Records from a data collection

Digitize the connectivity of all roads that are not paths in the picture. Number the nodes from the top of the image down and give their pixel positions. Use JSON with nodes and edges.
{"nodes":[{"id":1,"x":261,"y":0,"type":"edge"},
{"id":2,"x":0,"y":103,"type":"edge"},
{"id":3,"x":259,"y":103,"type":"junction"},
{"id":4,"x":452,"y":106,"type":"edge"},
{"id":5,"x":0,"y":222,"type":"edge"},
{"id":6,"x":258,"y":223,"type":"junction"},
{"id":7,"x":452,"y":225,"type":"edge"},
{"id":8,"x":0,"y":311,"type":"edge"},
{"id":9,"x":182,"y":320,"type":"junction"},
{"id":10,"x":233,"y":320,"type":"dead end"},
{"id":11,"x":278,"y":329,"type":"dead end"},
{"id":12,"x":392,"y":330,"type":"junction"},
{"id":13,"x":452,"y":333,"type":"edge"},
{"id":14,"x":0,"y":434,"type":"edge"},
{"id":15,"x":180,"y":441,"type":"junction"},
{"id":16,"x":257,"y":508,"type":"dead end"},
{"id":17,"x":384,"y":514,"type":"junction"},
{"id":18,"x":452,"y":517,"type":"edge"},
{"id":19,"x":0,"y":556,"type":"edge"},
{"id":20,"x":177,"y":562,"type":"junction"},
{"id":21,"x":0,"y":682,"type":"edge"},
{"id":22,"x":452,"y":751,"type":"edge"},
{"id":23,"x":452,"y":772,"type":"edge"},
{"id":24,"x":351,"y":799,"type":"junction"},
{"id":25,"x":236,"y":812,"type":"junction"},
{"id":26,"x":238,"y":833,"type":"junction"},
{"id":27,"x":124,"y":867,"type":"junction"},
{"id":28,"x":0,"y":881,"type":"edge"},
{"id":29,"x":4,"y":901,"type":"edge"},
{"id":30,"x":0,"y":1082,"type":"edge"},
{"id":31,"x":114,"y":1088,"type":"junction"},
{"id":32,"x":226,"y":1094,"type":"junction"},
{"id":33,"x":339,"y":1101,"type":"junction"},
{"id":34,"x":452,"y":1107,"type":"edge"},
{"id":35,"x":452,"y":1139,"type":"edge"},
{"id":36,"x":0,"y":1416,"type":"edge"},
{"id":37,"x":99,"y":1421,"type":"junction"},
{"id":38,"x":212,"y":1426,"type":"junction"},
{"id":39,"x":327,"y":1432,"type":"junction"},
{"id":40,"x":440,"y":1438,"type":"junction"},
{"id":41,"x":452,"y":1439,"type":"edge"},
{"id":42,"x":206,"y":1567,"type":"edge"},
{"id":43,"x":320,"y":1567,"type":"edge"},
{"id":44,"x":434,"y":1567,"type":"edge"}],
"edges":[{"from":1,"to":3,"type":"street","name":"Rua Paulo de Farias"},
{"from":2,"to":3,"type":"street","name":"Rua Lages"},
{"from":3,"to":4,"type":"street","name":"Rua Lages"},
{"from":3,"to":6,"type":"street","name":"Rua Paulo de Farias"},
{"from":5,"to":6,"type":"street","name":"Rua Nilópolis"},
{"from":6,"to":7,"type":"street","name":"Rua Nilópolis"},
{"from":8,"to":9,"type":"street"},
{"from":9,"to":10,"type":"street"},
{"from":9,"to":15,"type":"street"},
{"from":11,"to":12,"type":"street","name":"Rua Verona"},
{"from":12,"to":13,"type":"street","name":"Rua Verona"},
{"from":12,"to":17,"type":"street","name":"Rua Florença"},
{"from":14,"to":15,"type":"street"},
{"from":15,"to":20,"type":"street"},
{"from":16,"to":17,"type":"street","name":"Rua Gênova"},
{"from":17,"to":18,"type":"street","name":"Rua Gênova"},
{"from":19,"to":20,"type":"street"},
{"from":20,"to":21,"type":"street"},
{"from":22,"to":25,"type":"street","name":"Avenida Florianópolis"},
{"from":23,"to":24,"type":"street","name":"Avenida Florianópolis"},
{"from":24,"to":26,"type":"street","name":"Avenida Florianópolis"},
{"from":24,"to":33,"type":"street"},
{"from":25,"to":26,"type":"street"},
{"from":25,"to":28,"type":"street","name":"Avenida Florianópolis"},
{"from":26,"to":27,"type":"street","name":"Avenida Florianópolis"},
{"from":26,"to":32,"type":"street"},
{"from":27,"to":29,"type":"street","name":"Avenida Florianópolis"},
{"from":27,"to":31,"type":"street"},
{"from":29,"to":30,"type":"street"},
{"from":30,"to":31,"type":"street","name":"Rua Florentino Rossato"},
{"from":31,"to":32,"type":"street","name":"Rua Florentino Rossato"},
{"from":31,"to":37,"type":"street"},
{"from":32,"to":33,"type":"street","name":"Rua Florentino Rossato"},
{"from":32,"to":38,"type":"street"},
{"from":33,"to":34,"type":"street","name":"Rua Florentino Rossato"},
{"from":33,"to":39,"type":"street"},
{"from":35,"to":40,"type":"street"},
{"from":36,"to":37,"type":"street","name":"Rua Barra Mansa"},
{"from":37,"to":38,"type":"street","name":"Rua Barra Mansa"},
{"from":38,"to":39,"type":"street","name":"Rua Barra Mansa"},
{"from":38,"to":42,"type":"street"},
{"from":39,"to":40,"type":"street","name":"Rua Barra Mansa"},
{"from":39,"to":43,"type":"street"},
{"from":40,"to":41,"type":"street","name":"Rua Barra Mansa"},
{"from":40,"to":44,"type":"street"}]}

#### ACTIVITY:
Return all lines from the data above with "Gênova" in them.

#### RESPONSE FOR THIS EXERCISE:
{"from":16,"to":17,"type":"street","name":"Rua Gênova"},
{"from":17,"to":18,"type":"street","name":"Rua Gênova"},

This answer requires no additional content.